Einen Moment dachte ich über das Angebot nach. Es klang sehr verlockend und gleichzeitig wirklich gruselig. Schließlich schüttelte ich meinen Kopf und lehnet dankend ab: „Das ist ein großzügiges Angebot, aber ich möchte, um ehrlich zu sein, lieber alle meine Gefühle spüren. So kann ich lernen mit ihnen umzugehen und meine Situation besser zu erfassen."
„Das ist eine gute Methode", lobte mich Amy und warf mir einen stolzen Blick zu.

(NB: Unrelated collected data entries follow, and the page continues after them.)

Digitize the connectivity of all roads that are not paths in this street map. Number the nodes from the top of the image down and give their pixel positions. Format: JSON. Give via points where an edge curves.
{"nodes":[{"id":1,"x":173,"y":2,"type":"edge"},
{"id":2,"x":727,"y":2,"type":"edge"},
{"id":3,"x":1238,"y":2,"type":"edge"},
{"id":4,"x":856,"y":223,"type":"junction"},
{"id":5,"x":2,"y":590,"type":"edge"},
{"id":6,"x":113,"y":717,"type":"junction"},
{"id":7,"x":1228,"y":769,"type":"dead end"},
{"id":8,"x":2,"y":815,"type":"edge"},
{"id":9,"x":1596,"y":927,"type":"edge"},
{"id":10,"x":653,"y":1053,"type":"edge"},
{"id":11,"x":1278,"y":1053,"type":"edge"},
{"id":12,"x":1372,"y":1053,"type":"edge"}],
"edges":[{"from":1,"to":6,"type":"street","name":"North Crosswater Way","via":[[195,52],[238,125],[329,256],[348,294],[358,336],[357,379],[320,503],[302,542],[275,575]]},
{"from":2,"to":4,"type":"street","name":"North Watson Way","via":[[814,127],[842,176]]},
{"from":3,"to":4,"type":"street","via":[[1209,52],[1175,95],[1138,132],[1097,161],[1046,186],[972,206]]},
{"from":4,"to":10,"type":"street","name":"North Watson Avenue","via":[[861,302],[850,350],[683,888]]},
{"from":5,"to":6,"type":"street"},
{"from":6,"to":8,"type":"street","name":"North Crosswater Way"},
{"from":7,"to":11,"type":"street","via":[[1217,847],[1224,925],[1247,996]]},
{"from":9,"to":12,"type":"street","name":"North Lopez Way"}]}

Verwirrt schaute ich sie an. Was hatte ich eben verpasst? Der Barmann kam zu meiner Rettung und erklärte: „Du solltest dich nicht wundern. Amy ist von Beruf Psychologin. Sie hilft vor allem Menschen, Flammengeborenen und Leviathanen, die einen furchtbaren Schicksalsschlag erlitten haben. Zum Teil schwächt sie ein paar Emotionen, damit die Patienten zuerst mit einigen wenigen negativen Gefühlen zurechtkommen müssen und nicht in Gefahr laufen sich selbst umzubringen. Allerdings wendet sie den Kniff, meiner Meinung nach, zu häufig an. Man muss schließlich mit dem Leben klar kommen, auch wenn es einem Steine in den Weg legt."
Amy zog bloß eine Augenbraue hoch, doch sie ging nicht auf den kleinen Vorwurf ein. Wahrscheinlich hatten die beiden das Thema schon häufig ausdiskutiert, denn sie schienen sich immerhin gut zu kennen. Stattdessen wandte Amy sich mir zu: „Also wieso hat Samuel geglaubt, dass du etwas von diesen Explosionen wissen könntest?"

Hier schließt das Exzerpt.